Он посмотрел на меня, грустно улыбнулся и продолжал:
– Дело в том, что Виктор… Виктор Семин, звонил мне из сауны. Его что-то мучило. И Борису, и ему пришли эти дурацкие «кошачьи лапки», и он не мог понять, каким образом бумажки эти попали… одна – на спину Рейну, вторая – на подголовник в «мерсе», поставленном на сигнализацию. Если это шутка, то шутник определенно шел на риск. К тому же, судя по всему, шутничок этот, позже оказавшийся убийцей или из числа убийц, – специалист высокой квалификации. Проникнуть в семинский «мерс», стоявший на стоянке у сауны, да так, чтобы этого никто не заметил, – это многого стоит!

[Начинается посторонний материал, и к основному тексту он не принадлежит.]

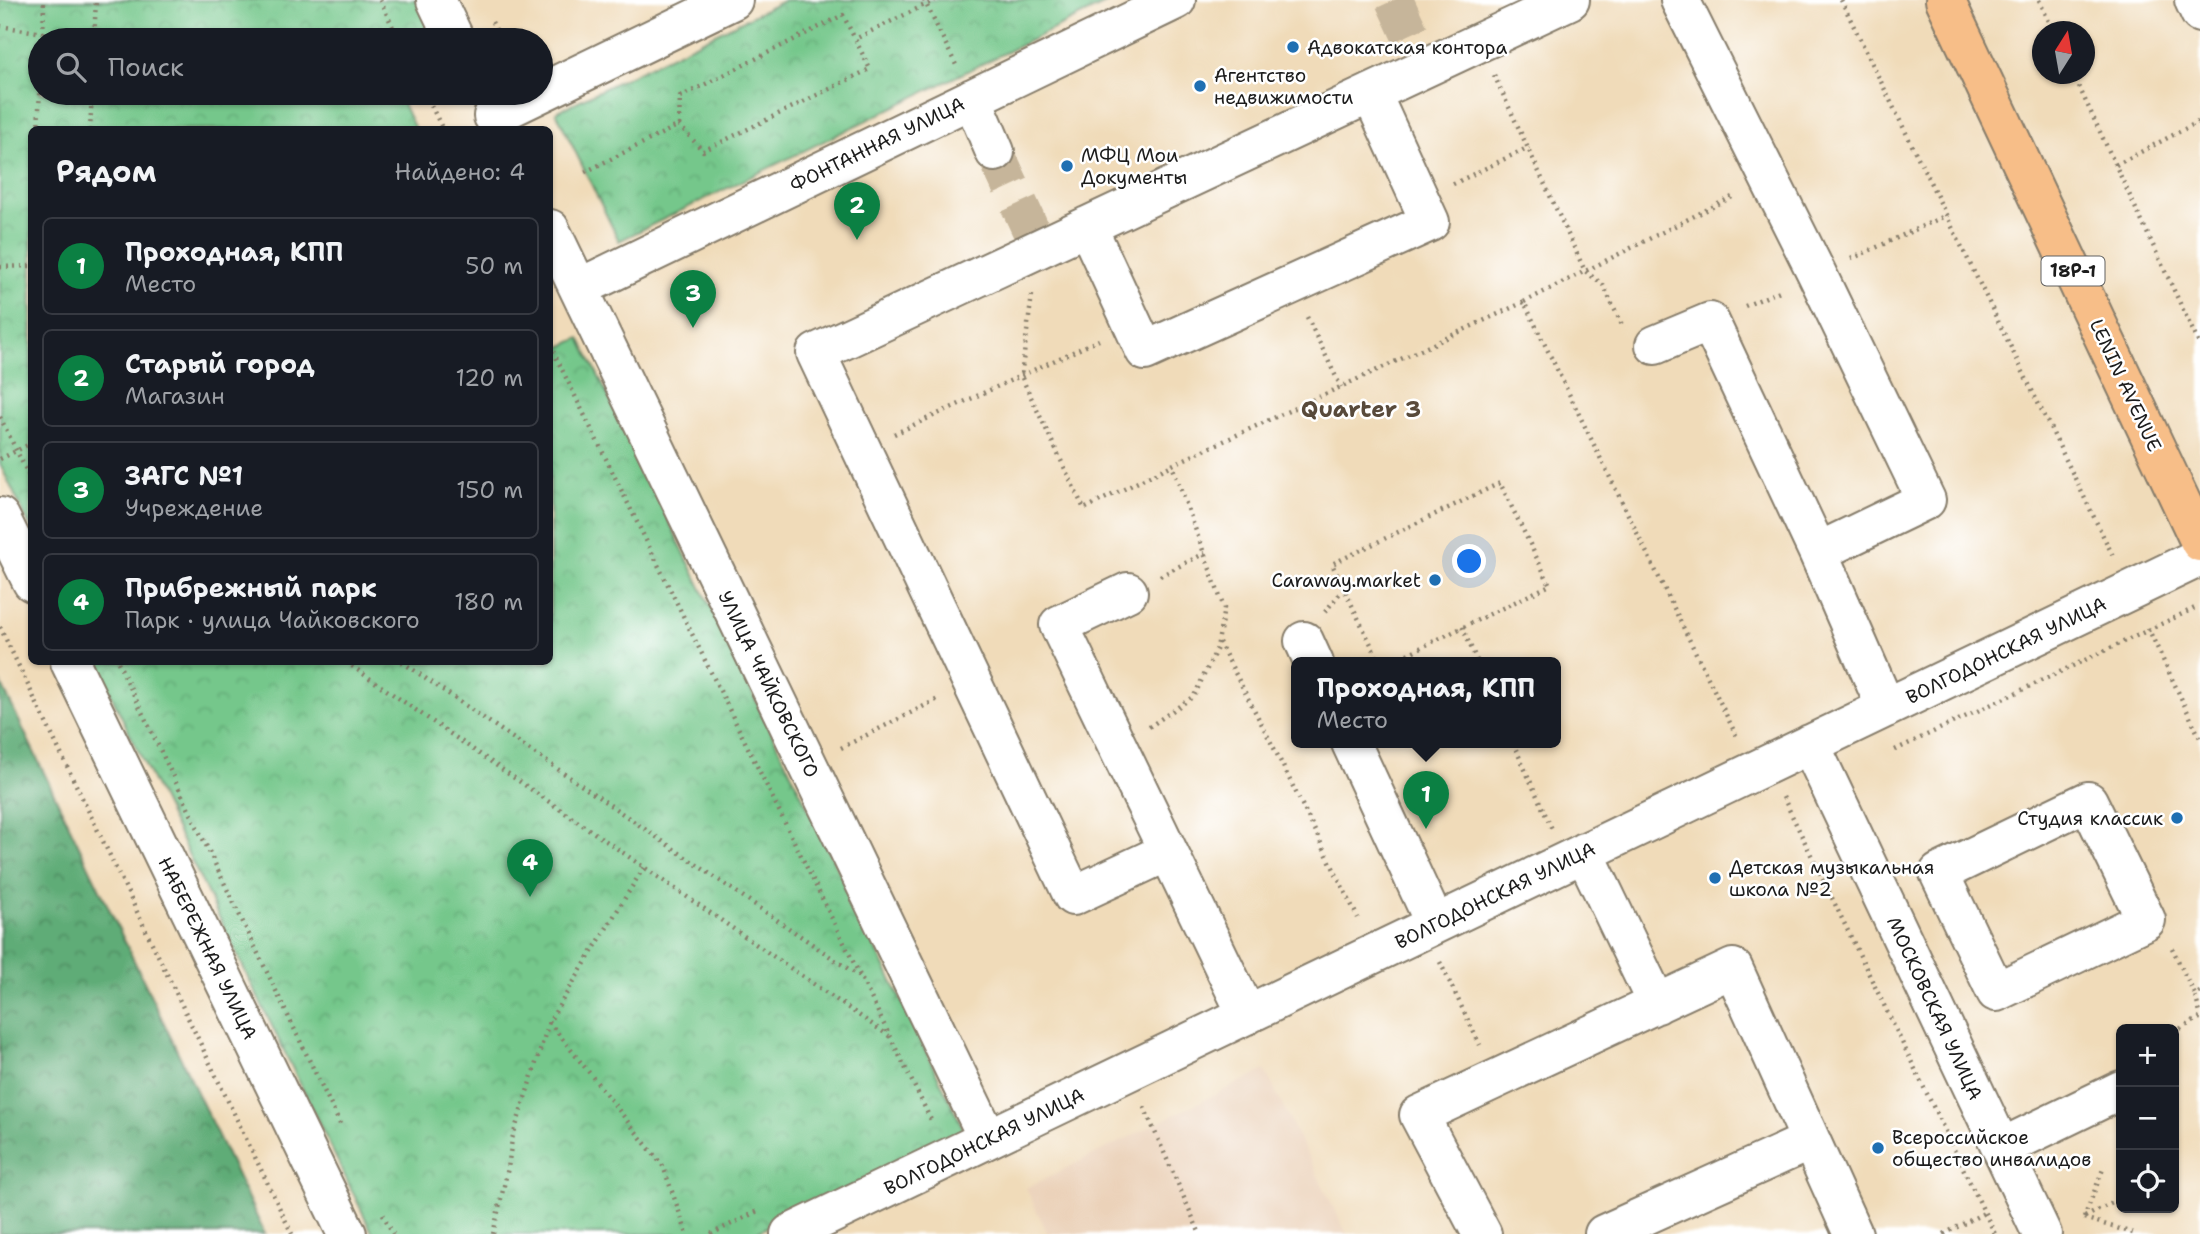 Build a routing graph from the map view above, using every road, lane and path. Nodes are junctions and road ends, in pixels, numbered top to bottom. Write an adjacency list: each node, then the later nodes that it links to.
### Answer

– Я знаю, – сказала я. – У Семина была прекрасная сигнализация. Я бы не преодолела такую защиту и за пятнадцать минут.
Каллиник, который уже знал, что мы представляем частное детективное бюро, только передернул плечами.
– И еще, – сказал он, – я ведь пытался убедить Витьку в том, что все это – чепуха. Что у Рейна и у него, у Витьки, прекрасная охрана. Что эти бумажки – ерунда, фанфаронство, показуха… из числа тех дешевых трюков, когда киллеры еще в перестроечные времена писали на стене подъезда кровью убитого слово «месть», а потом их находили по почерку. А вот же тебе, – Владимир тяжело сглотнул и снова потянулся за соком, – а вот же тебе – оказалось, что не ерунда.
– Что же вы предполагаете делать, Владимир? – спросила я. – Только не говорите о фатализме, и, надеюсь, вы понимаете, что нельзя цеплять на себя мишени?
Каллиник засмеялся и перевел взгляд на Родиона. Но последующие слова его, несомненно, в большей степени адресовались мне – почему-то я была уверена в этом:
– Спокойно мне с вами, ребята. И знакомы-то всего ничего, а – все равно. А вот что вы посоветуете мне делать? А, Родион?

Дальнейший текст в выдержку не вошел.